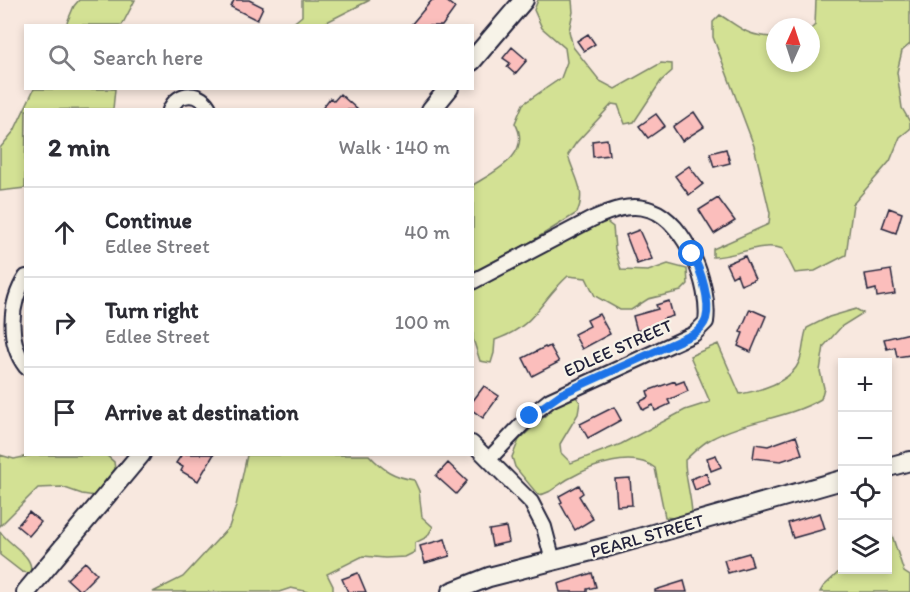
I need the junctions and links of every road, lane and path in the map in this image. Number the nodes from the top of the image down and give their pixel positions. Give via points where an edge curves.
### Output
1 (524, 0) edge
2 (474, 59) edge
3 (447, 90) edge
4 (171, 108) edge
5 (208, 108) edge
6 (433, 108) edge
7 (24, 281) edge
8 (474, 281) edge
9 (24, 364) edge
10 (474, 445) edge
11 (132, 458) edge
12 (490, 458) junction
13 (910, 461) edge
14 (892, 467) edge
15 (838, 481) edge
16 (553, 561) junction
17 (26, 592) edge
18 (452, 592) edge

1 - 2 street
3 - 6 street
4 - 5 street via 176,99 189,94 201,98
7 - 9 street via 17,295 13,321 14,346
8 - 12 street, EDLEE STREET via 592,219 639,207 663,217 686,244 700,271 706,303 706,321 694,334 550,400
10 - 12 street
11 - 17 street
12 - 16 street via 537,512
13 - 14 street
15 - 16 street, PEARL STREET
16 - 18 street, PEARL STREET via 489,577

- Task directions
Copy the full listing above exactly, apart from the pictures.

- Solved problem
I need the junctions and links of every road, lane and path in the map in this image. Number the nodes from the top of the image down and give their pixel positions. Give via points where an edge curves.
### Output
1 (524, 0) edge
2 (474, 59) edge
3 (447, 90) edge
4 (171, 108) edge
5 (208, 108) edge
6 (433, 108) edge
7 (24, 281) edge
8 (474, 281) edge
9 (24, 364) edge
10 (474, 445) edge
11 (132, 458) edge
12 (490, 458) junction
13 (910, 461) edge
14 (892, 467) edge
15 (838, 481) edge
16 (553, 561) junction
17 (26, 592) edge
18 (452, 592) edge

1 - 2 street
3 - 6 street
4 - 5 street via 176,99 189,94 201,98
7 - 9 street via 17,295 13,321 14,346
8 - 12 street, EDLEE STREET via 592,219 639,207 663,217 686,244 700,271 706,303 706,321 694,334 550,400
10 - 12 street
11 - 17 street
12 - 16 street via 537,512
13 - 14 street
15 - 16 street, PEARL STREET
16 - 18 street, PEARL STREET via 489,577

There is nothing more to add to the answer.